Records to use –
********

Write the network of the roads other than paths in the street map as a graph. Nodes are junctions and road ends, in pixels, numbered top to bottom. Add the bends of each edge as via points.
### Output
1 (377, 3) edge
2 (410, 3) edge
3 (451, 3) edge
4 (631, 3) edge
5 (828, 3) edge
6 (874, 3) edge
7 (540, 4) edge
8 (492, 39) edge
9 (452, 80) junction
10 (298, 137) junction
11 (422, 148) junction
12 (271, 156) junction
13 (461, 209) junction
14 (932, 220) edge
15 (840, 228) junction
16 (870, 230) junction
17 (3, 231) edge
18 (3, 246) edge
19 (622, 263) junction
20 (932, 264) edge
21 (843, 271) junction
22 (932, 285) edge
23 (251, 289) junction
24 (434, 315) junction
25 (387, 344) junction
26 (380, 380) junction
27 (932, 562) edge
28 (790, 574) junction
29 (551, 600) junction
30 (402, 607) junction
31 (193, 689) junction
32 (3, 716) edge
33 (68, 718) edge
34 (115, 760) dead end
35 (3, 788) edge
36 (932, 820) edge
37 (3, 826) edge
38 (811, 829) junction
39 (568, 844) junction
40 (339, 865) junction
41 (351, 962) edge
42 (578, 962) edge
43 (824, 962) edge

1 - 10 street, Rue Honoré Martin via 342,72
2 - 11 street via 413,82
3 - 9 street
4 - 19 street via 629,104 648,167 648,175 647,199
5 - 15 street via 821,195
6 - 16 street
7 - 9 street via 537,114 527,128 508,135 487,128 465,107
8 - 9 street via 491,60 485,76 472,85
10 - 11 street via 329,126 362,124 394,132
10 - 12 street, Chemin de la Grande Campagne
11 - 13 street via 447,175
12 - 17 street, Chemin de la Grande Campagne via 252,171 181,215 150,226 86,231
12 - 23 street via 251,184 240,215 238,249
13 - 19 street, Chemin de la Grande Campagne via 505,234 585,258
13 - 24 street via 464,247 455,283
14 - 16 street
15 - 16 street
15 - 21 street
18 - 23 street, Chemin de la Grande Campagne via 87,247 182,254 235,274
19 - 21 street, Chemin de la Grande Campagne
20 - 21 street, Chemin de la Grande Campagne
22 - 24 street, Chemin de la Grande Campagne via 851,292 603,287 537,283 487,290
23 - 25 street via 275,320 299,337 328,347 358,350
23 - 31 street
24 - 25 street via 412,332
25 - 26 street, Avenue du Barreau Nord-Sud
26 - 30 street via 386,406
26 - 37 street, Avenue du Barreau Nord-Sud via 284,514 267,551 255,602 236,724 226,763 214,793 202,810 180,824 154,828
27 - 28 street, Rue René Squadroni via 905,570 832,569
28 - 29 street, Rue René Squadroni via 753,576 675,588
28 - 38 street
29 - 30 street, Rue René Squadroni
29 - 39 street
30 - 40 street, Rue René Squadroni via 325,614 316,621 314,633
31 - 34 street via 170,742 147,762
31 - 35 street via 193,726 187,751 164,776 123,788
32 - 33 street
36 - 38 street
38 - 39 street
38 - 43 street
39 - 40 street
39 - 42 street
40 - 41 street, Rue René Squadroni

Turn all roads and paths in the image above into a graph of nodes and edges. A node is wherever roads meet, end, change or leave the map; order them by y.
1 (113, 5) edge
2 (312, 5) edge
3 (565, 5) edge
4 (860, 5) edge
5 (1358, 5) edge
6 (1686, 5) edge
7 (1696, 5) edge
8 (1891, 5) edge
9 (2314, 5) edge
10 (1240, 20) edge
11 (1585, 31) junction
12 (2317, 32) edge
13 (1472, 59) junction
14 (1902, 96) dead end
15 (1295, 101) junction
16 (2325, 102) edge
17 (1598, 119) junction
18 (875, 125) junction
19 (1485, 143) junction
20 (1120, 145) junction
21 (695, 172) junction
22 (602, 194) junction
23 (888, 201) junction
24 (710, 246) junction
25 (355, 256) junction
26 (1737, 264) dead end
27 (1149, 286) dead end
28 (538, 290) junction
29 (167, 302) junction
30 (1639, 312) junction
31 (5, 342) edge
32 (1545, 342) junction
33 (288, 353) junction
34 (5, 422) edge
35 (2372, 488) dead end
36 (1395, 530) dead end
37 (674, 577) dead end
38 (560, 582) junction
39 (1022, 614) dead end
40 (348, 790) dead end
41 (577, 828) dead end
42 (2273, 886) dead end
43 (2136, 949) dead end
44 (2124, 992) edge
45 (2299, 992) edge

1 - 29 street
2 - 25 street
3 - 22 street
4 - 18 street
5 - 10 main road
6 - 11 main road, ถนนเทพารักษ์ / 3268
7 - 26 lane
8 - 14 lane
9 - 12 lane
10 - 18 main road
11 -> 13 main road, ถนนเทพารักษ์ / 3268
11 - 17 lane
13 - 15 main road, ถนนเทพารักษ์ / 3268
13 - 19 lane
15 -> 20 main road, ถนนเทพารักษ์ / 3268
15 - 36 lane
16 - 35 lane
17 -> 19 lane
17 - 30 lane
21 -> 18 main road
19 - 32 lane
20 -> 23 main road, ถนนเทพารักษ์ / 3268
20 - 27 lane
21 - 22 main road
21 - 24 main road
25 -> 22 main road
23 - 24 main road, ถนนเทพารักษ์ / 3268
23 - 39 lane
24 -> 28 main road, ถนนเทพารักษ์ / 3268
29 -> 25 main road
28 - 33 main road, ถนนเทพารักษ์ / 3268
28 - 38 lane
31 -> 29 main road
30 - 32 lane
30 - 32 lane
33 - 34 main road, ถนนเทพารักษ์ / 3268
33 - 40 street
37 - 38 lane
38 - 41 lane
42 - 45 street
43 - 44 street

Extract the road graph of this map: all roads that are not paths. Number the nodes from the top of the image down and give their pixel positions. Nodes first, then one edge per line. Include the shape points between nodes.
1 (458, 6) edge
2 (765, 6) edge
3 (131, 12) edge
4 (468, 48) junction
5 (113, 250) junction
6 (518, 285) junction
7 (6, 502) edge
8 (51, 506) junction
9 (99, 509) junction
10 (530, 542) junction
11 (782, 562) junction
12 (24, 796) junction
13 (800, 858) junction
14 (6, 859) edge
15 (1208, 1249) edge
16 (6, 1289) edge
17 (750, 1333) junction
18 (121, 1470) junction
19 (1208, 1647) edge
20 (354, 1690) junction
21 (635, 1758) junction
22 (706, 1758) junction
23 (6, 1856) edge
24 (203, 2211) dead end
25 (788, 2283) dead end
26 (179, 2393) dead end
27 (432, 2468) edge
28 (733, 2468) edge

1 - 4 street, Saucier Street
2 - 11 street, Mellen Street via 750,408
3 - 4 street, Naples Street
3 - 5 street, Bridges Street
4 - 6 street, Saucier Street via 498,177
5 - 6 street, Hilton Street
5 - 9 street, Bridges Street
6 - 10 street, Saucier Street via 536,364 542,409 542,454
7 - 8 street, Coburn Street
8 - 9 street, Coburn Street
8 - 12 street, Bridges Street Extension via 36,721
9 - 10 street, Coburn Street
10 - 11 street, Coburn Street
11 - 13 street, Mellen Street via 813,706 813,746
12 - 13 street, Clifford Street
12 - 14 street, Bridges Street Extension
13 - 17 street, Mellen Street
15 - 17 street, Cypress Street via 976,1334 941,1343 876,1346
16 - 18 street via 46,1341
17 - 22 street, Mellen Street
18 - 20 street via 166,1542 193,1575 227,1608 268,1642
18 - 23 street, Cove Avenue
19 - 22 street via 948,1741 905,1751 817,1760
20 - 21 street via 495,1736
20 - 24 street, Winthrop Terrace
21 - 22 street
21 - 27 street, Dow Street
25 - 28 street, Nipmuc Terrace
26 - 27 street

********

Set the records down again in full, exactly as they read.

Write the network of the roads other than paths in the street map as a graph. Nodes are junctions and road ends, in pixels, numbered top to bottom. Add the bends of each edge as via points.
### Output
1 (377, 3) edge
2 (410, 3) edge
3 (451, 3) edge
4 (631, 3) edge
5 (828, 3) edge
6 (874, 3) edge
7 (540, 4) edge
8 (492, 39) edge
9 (452, 80) junction
10 (298, 137) junction
11 (422, 148) junction
12 (271, 156) junction
13 (461, 209) junction
14 (932, 220) edge
15 (840, 228) junction
16 (870, 230) junction
17 (3, 231) edge
18 (3, 246) edge
19 (622, 263) junction
20 (932, 264) edge
21 (843, 271) junction
22 (932, 285) edge
23 (251, 289) junction
24 (434, 315) junction
25 (387, 344) junction
26 (380, 380) junction
27 (932, 562) edge
28 (790, 574) junction
29 (551, 600) junction
30 (402, 607) junction
31 (193, 689) junction
32 (3, 716) edge
33 (68, 718) edge
34 (115, 760) dead end
35 (3, 788) edge
36 (932, 820) edge
37 (3, 826) edge
38 (811, 829) junction
39 (568, 844) junction
40 (339, 865) junction
41 (351, 962) edge
42 (578, 962) edge
43 (824, 962) edge

1 - 10 street, Rue Honoré Martin via 342,72
2 - 11 street via 413,82
3 - 9 street
4 - 19 street via 629,104 648,167 648,175 647,199
5 - 15 street via 821,195
6 - 16 street
7 - 9 street via 537,114 527,128 508,135 487,128 465,107
8 - 9 street via 491,60 485,76 472,85
10 - 11 street via 329,126 362,124 394,132
10 - 12 street, Chemin de la Grande Campagne
11 - 13 street via 447,175
12 - 17 street, Chemin de la Grande Campagne via 252,171 181,215 150,226 86,231
12 - 23 street via 251,184 240,215 238,249
13 - 19 street, Chemin de la Grande Campagne via 505,234 585,258
13 - 24 street via 464,247 455,283
14 - 16 street
15 - 16 street
15 - 21 street
18 - 23 street, Chemin de la Grande Campagne via 87,247 182,254 235,274
19 - 21 street, Chemin de la Grande Campagne
20 - 21 street, Chemin de la Grande Campagne
22 - 24 street, Chemin de la Grande Campagne via 851,292 603,287 537,283 487,290
23 - 25 street via 275,320 299,337 328,347 358,350
23 - 31 street
24 - 25 street via 412,332
25 - 26 street, Avenue du Barreau Nord-Sud
26 - 30 street via 386,406
26 - 37 street, Avenue du Barreau Nord-Sud via 284,514 267,551 255,602 236,724 226,763 214,793 202,810 180,824 154,828
27 - 28 street, Rue René Squadroni via 905,570 832,569
28 - 29 street, Rue René Squadroni via 753,576 675,588
28 - 38 street
29 - 30 street, Rue René Squadroni
29 - 39 street
30 - 40 street, Rue René Squadroni via 325,614 316,621 314,633
31 - 34 street via 170,742 147,762
31 - 35 street via 193,726 187,751 164,776 123,788
32 - 33 street
36 - 38 street
38 - 39 street
38 - 43 street
39 - 40 street
39 - 42 street
40 - 41 street, Rue René Squadroni

Turn all roads and paths in the image above into a graph of nodes and edges. A node is wherever roads meet, end, change or leave the map; order them by y.
1 (113, 5) edge
2 (312, 5) edge
3 (565, 5) edge
4 (860, 5) edge
5 (1358, 5) edge
6 (1686, 5) edge
7 (1696, 5) edge
8 (1891, 5) edge
9 (2314, 5) edge
10 (1240, 20) edge
11 (1585, 31) junction
12 (2317, 32) edge
13 (1472, 59) junction
14 (1902, 96) dead end
15 (1295, 101) junction
16 (2325, 102) edge
17 (1598, 119) junction
18 (875, 125) junction
19 (1485, 143) junction
20 (1120, 145) junction
21 (695, 172) junction
22 (602, 194) junction
23 (888, 201) junction
24 (710, 246) junction
25 (355, 256) junction
26 (1737, 264) dead end
27 (1149, 286) dead end
28 (538, 290) junction
29 (167, 302) junction
30 (1639, 312) junction
31 (5, 342) edge
32 (1545, 342) junction
33 (288, 353) junction
34 (5, 422) edge
35 (2372, 488) dead end
36 (1395, 530) dead end
37 (674, 577) dead end
38 (560, 582) junction
39 (1022, 614) dead end
40 (348, 790) dead end
41 (577, 828) dead end
42 (2273, 886) dead end
43 (2136, 949) dead end
44 (2124, 992) edge
45 (2299, 992) edge

1 - 29 street
2 - 25 street
3 - 22 street
4 - 18 street
5 - 10 main road
6 - 11 main road, ถนนเทพารักษ์ / 3268
7 - 26 lane
8 - 14 lane
9 - 12 lane
10 - 18 main road
11 -> 13 main road, ถนนเทพารักษ์ / 3268
11 - 17 lane
13 - 15 main road, ถนนเทพารักษ์ / 3268
13 - 19 lane
15 -> 20 main road, ถนนเทพารักษ์ / 3268
15 - 36 lane
16 - 35 lane
17 -> 19 lane
17 - 30 lane
21 -> 18 main road
19 - 32 lane
20 -> 23 main road, ถนนเทพารักษ์ / 3268
20 - 27 lane
21 - 22 main road
21 - 24 main road
25 -> 22 main road
23 - 24 main road, ถนนเทพารักษ์ / 3268
23 - 39 lane
24 -> 28 main road, ถนนเทพารักษ์ / 3268
29 -> 25 main road
28 - 33 main road, ถนนเทพารักษ์ / 3268
28 - 38 lane
31 -> 29 main road
30 - 32 lane
30 - 32 lane
33 - 34 main road, ถนนเทพารักษ์ / 3268
33 - 40 street
37 - 38 lane
38 - 41 lane
42 - 45 street
43 - 44 street

Extract the road graph of this map: all roads that are not paths. Number the nodes from the top of the image down and give their pixel positions. Nodes first, then one edge per line. Include the shape points between nodes.
1 (458, 6) edge
2 (765, 6) edge
3 (131, 12) edge
4 (468, 48) junction
5 (113, 250) junction
6 (518, 285) junction
7 (6, 502) edge
8 (51, 506) junction
9 (99, 509) junction
10 (530, 542) junction
11 (782, 562) junction
12 (24, 796) junction
13 (800, 858) junction
14 (6, 859) edge
15 (1208, 1249) edge
16 (6, 1289) edge
17 (750, 1333) junction
18 (121, 1470) junction
19 (1208, 1647) edge
20 (354, 1690) junction
21 (635, 1758) junction
22 (706, 1758) junction
23 (6, 1856) edge
24 (203, 2211) dead end
25 (788, 2283) dead end
26 (179, 2393) dead end
27 (432, 2468) edge
28 (733, 2468) edge

1 - 4 street, Saucier Street
2 - 11 street, Mellen Street via 750,408
3 - 4 street, Naples Street
3 - 5 street, Bridges Street
4 - 6 street, Saucier Street via 498,177
5 - 6 street, Hilton Street
5 - 9 street, Bridges Street
6 - 10 street, Saucier Street via 536,364 542,409 542,454
7 - 8 street, Coburn Street
8 - 9 street, Coburn Street
8 - 12 street, Bridges Street Extension via 36,721
9 - 10 street, Coburn Street
10 - 11 street, Coburn Street
11 - 13 street, Mellen Street via 813,706 813,746
12 - 13 street, Clifford Street
12 - 14 street, Bridges Street Extension
13 - 17 street, Mellen Street
15 - 17 street, Cypress Street via 976,1334 941,1343 876,1346
16 - 18 street via 46,1341
17 - 22 street, Mellen Street
18 - 20 street via 166,1542 193,1575 227,1608 268,1642
18 - 23 street, Cove Avenue
19 - 22 street via 948,1741 905,1751 817,1760
20 - 21 street via 495,1736
20 - 24 street, Winthrop Terrace
21 - 22 street
21 - 27 street, Dow Street
25 - 28 street, Nipmuc Terrace
26 - 27 street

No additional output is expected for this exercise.